Problem to work on:
Your answer must be an exact copy of the entries below, with no pictures in it.

____ Input for this task

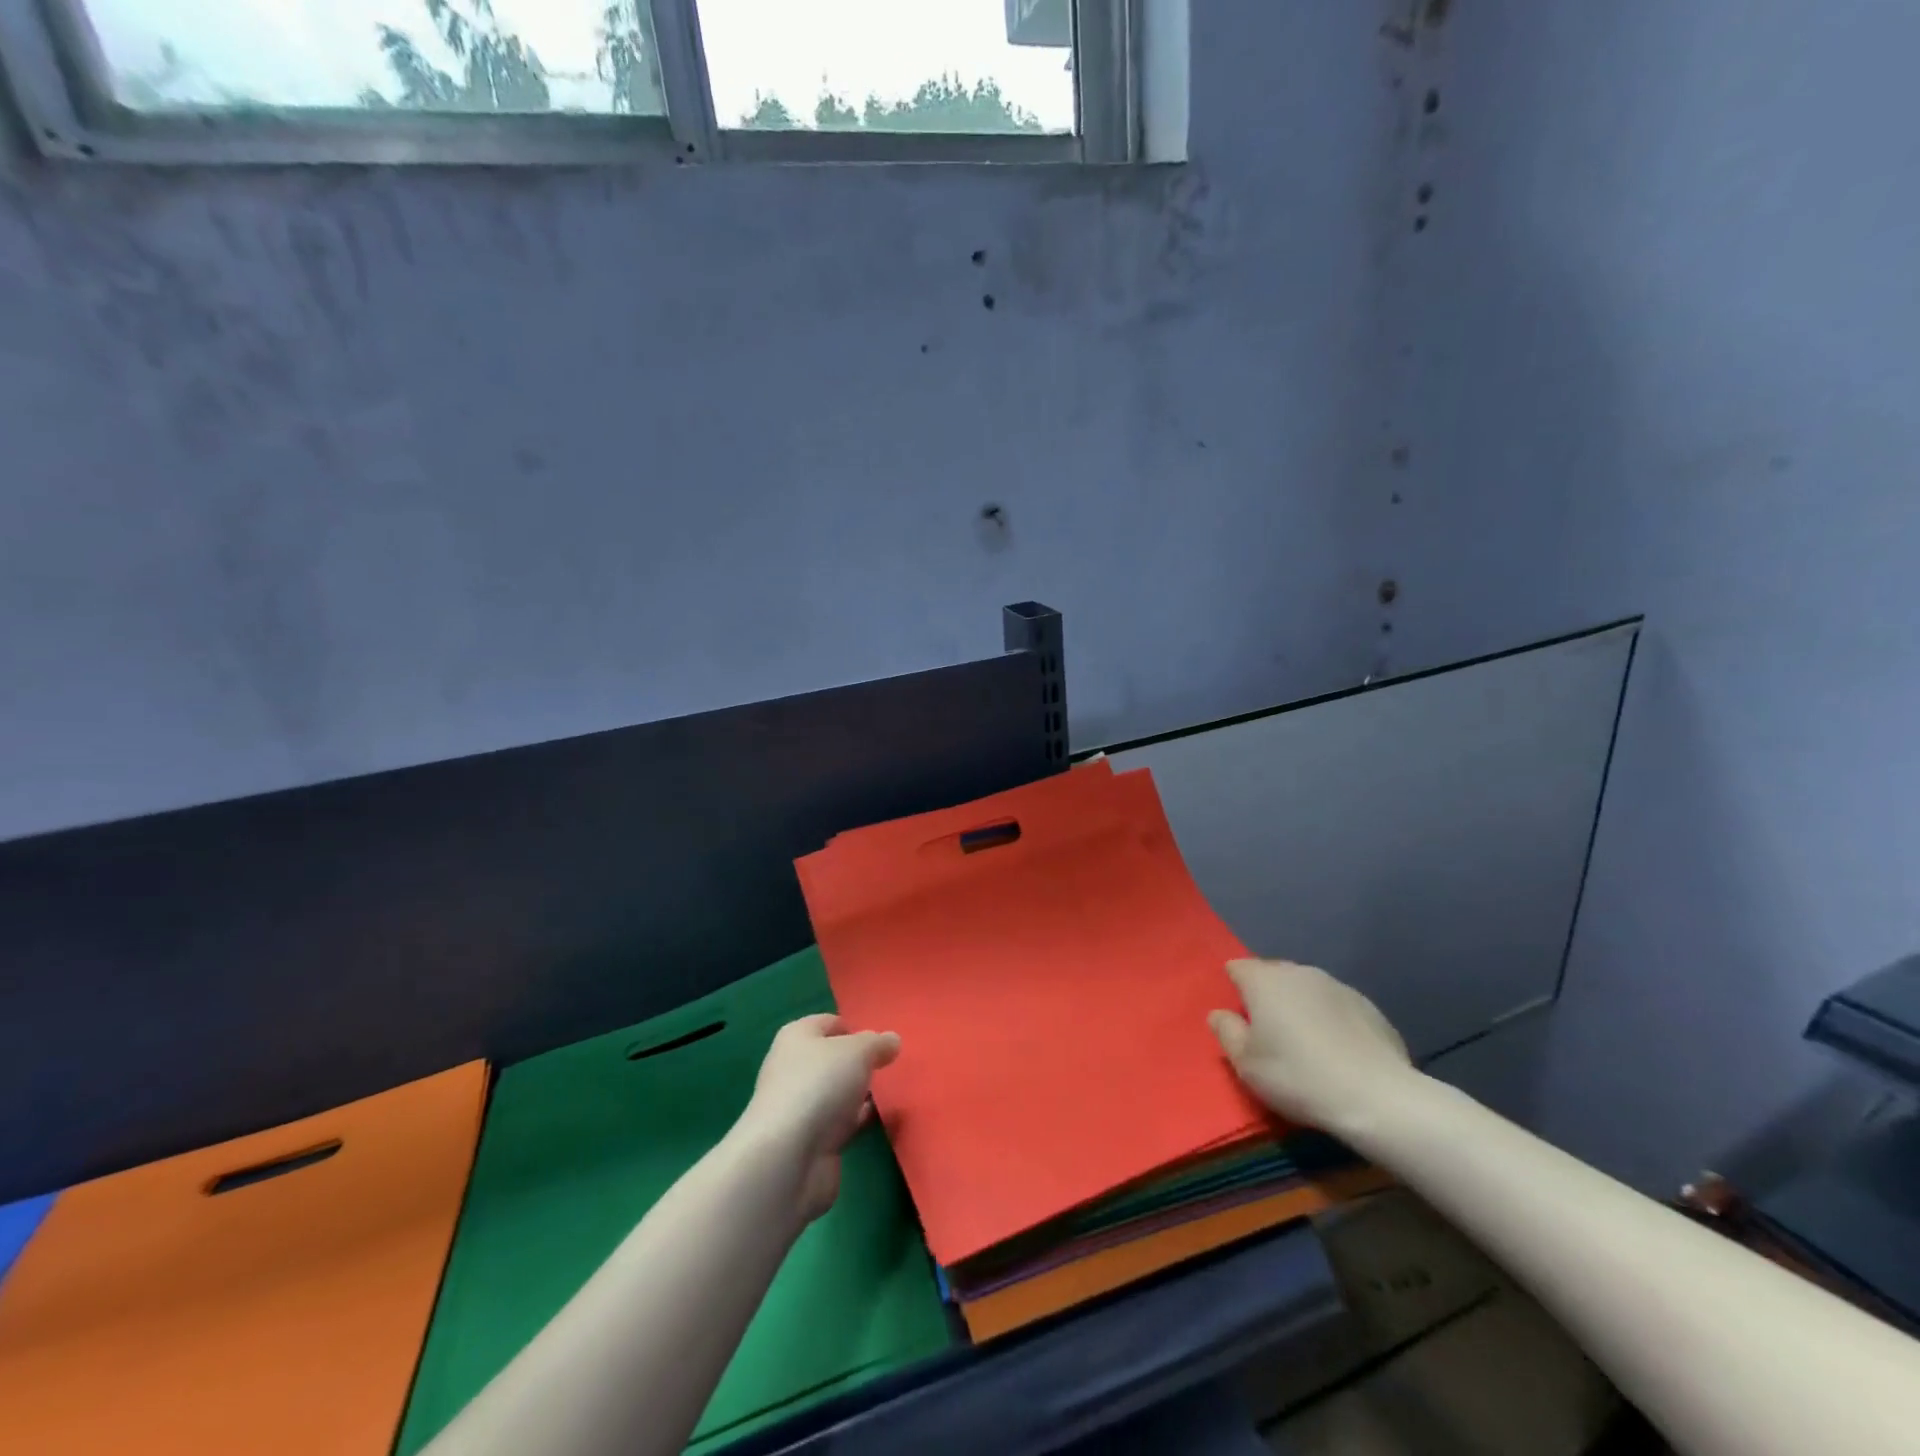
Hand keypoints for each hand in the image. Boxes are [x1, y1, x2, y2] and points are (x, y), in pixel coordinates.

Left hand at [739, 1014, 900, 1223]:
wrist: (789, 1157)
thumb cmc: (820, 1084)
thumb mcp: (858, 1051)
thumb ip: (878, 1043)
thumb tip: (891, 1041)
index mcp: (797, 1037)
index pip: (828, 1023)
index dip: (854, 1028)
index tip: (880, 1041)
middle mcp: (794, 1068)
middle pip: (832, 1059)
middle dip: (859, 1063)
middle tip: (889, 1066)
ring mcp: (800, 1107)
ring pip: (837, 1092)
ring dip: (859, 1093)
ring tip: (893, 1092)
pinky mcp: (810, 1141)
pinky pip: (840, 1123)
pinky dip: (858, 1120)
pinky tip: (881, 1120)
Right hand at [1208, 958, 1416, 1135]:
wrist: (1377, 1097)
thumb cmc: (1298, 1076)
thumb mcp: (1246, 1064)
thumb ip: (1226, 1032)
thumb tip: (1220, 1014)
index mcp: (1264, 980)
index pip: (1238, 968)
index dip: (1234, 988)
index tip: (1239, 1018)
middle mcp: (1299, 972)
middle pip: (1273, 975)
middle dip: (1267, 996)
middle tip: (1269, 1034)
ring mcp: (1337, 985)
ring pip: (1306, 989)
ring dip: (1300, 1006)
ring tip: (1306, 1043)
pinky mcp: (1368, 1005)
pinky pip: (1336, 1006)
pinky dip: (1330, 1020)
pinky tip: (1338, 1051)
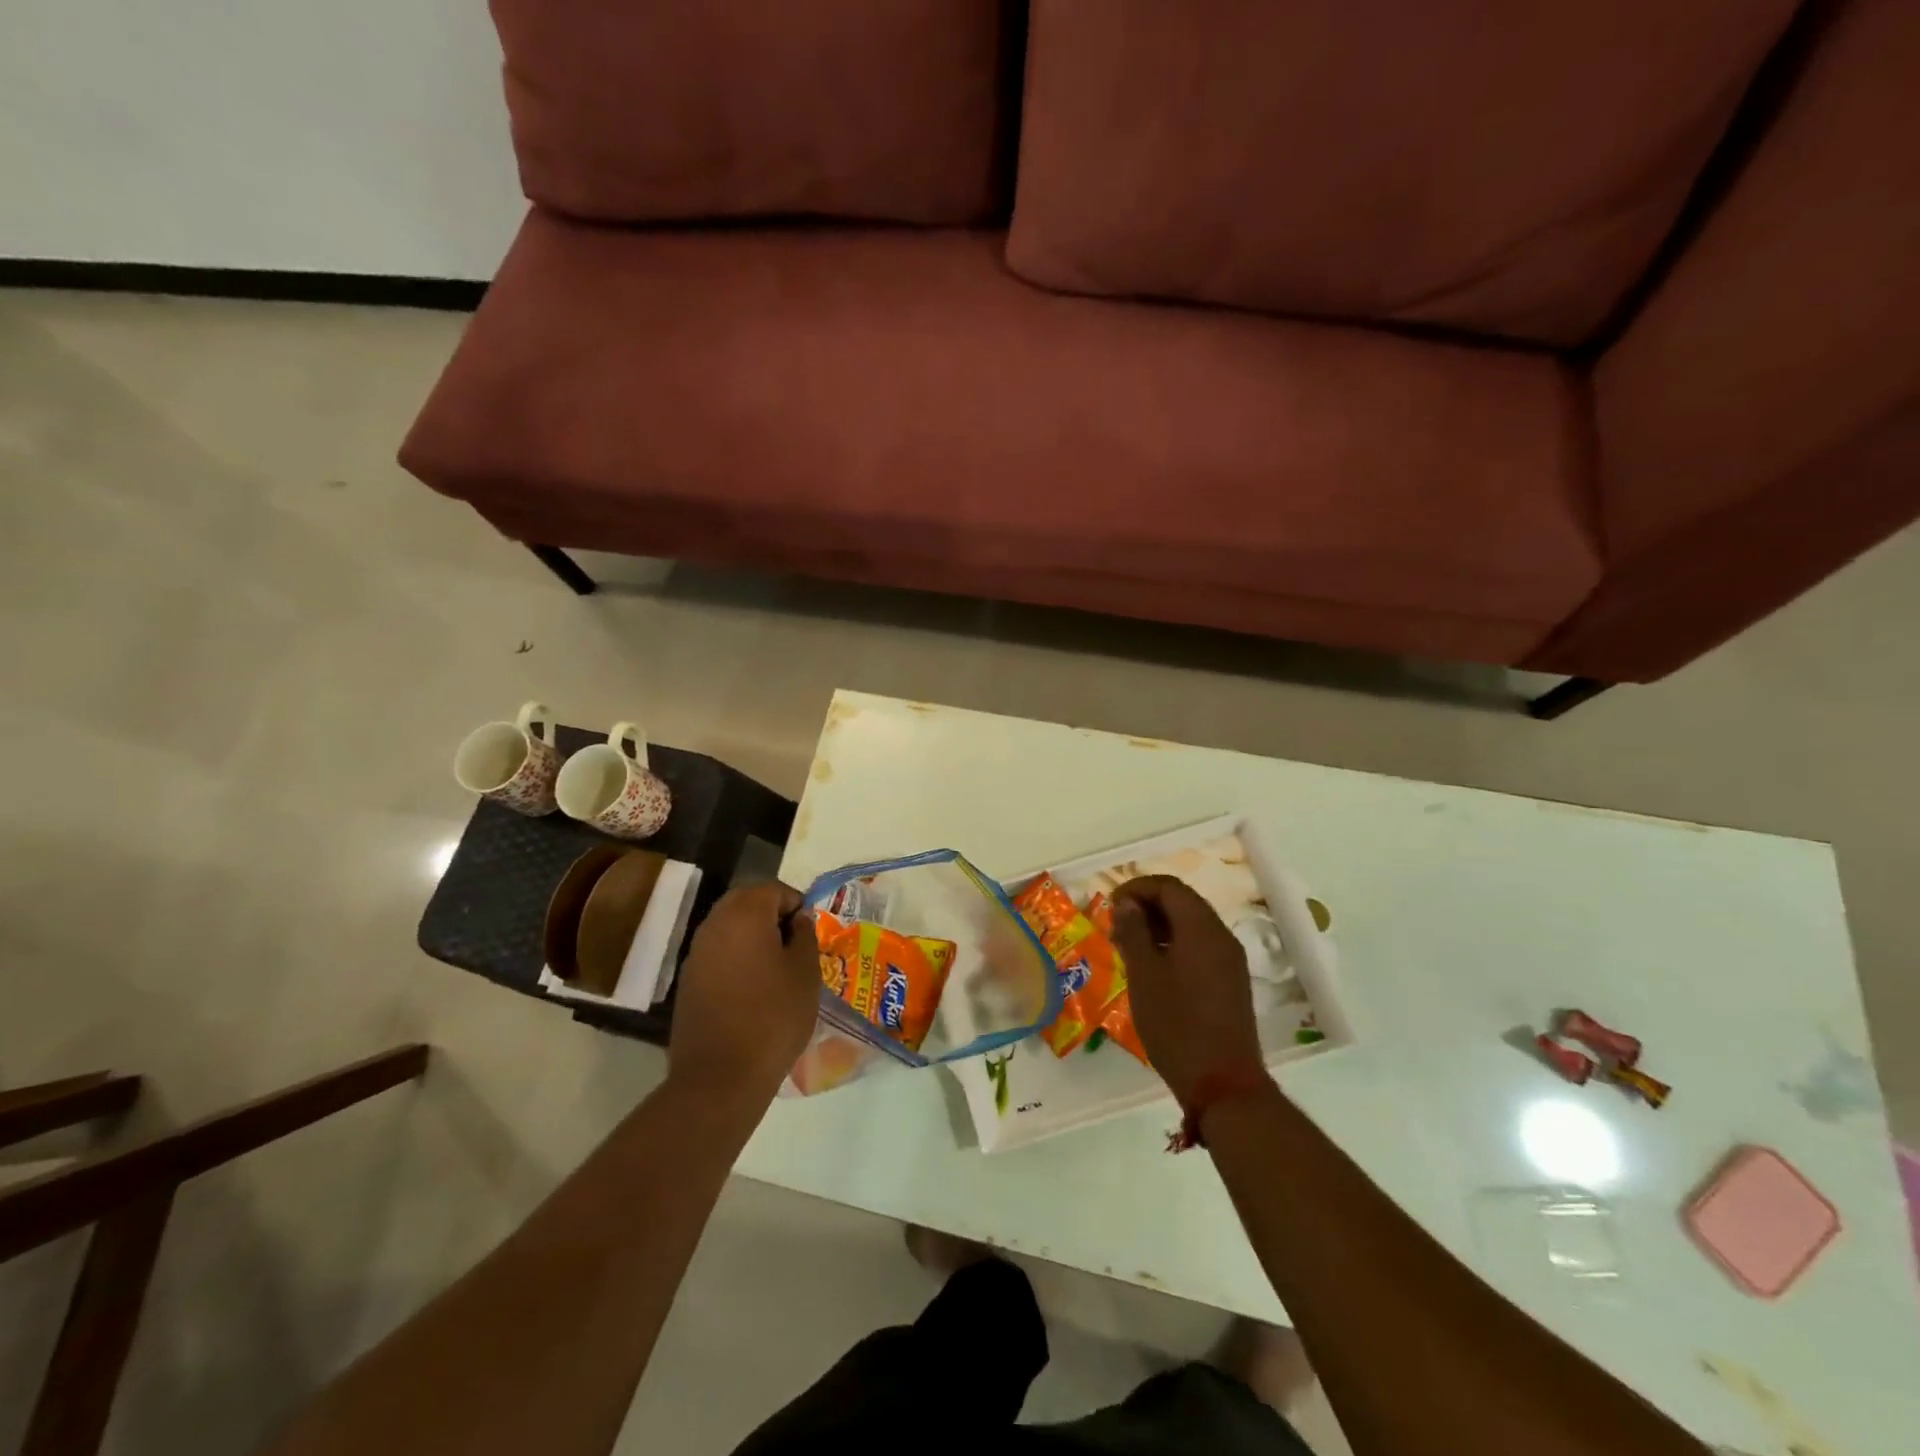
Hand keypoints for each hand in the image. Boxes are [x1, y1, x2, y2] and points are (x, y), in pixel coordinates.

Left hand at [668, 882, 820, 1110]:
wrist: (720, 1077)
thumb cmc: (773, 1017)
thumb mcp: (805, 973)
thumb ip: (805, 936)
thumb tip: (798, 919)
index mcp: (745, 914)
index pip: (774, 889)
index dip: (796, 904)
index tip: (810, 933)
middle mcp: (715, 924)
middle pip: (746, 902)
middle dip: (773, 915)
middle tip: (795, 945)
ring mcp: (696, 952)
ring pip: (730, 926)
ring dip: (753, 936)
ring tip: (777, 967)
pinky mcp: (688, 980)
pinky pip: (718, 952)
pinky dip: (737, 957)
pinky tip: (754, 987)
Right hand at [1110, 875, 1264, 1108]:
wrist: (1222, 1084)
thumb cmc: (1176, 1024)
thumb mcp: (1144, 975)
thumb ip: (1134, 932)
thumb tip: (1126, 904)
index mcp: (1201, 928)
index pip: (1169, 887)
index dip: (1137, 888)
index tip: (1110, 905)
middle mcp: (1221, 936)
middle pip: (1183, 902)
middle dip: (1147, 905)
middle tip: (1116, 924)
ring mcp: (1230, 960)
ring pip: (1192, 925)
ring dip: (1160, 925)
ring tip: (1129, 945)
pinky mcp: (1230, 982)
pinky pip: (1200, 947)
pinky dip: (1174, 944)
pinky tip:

________

Output of the exercise:
Hand keypoints for each hand in the image. Boxes are [x1, y1, x2, y2] and points are (x, y), in pixel coordinates.

Left hand at [739, 1014, 900, 1223]:
wrist: (789, 1157)
thumb cmc: (820, 1084)
thumb mcp: (858, 1051)
thumb ip: (878, 1043)
thumb tip: (891, 1041)
index mcp: (797, 1037)
index pip: (828, 1023)
index dip: (854, 1028)
index tip: (880, 1041)
middle mcp: (794, 1068)
middle pip: (832, 1059)
middle dip: (859, 1063)
middle tip: (889, 1066)
ring mcp: (800, 1107)
ring pip: (837, 1092)
ring dip: (859, 1093)
ring tip: (893, 1092)
pinky mcp: (810, 1141)
pinky pip: (840, 1123)
pinky dip: (858, 1120)
pinky tip: (881, 1120)
Right hand at [1208, 958, 1416, 1135]:
wrist: (1377, 1097)
thumb cmc: (1298, 1076)
thumb mcp: (1246, 1064)
thumb ip: (1226, 1032)
thumb tip: (1220, 1014)
index mcp: (1264, 980)
index pip: (1238, 968)
index dip: (1234, 988)
index tip: (1239, 1018)
middle mcp: (1299, 972)
middle pip: (1273, 975)
middle dip: (1267, 996)
middle tip: (1269, 1034)
ring mcp: (1337, 985)
ring pip: (1306, 989)
ring dip: (1300, 1006)
ring tip: (1306, 1043)
pinky mcp: (1368, 1005)
pinky pip: (1336, 1006)
pinky dip: (1330, 1020)
pinky tip: (1338, 1051)
Hand keypoints for each hand in the image. Boxes are [x1, y1, x2, y2] and points are (x, y), in pixel coordinates.

Left hand at [668, 882, 820, 1110]:
wrist: (720, 1077)
thumb cmc: (773, 1017)
thumb mcp: (805, 973)
thumb ip: (805, 936)
thumb tip: (798, 919)
index mcp: (745, 914)
index pip: (774, 889)
index dip: (796, 904)
index tip: (810, 933)
middle mcp: (715, 924)
middle pip: (746, 902)
middle dip: (773, 915)
middle tip: (795, 945)
ring mcp: (696, 952)
ring pip: (730, 926)
ring dip: (753, 936)
ring tip: (777, 967)
pinky mcp: (688, 980)
pinky pip: (718, 952)
pinky dip: (737, 957)
pinky tip: (754, 987)
Right hand at [1110, 875, 1264, 1108]:
wrist: (1222, 1084)
thumb cmc: (1176, 1024)
thumb mcp: (1144, 975)
thumb ip: (1134, 932)
thumb tip: (1126, 904)
index mcp: (1201, 928)
index pip: (1169, 887)
index dip: (1137, 888)
index tip: (1110, 905)
middle mcp: (1221, 936)
middle pip: (1183, 902)
middle dip: (1147, 905)
middle tip: (1116, 924)
ring mcp: (1230, 960)
ring pip: (1192, 925)
ring dip: (1160, 925)
ring tip: (1129, 945)
pinky mcp: (1230, 982)
pinky pip: (1200, 947)
pinky dip: (1174, 944)
pinky tip:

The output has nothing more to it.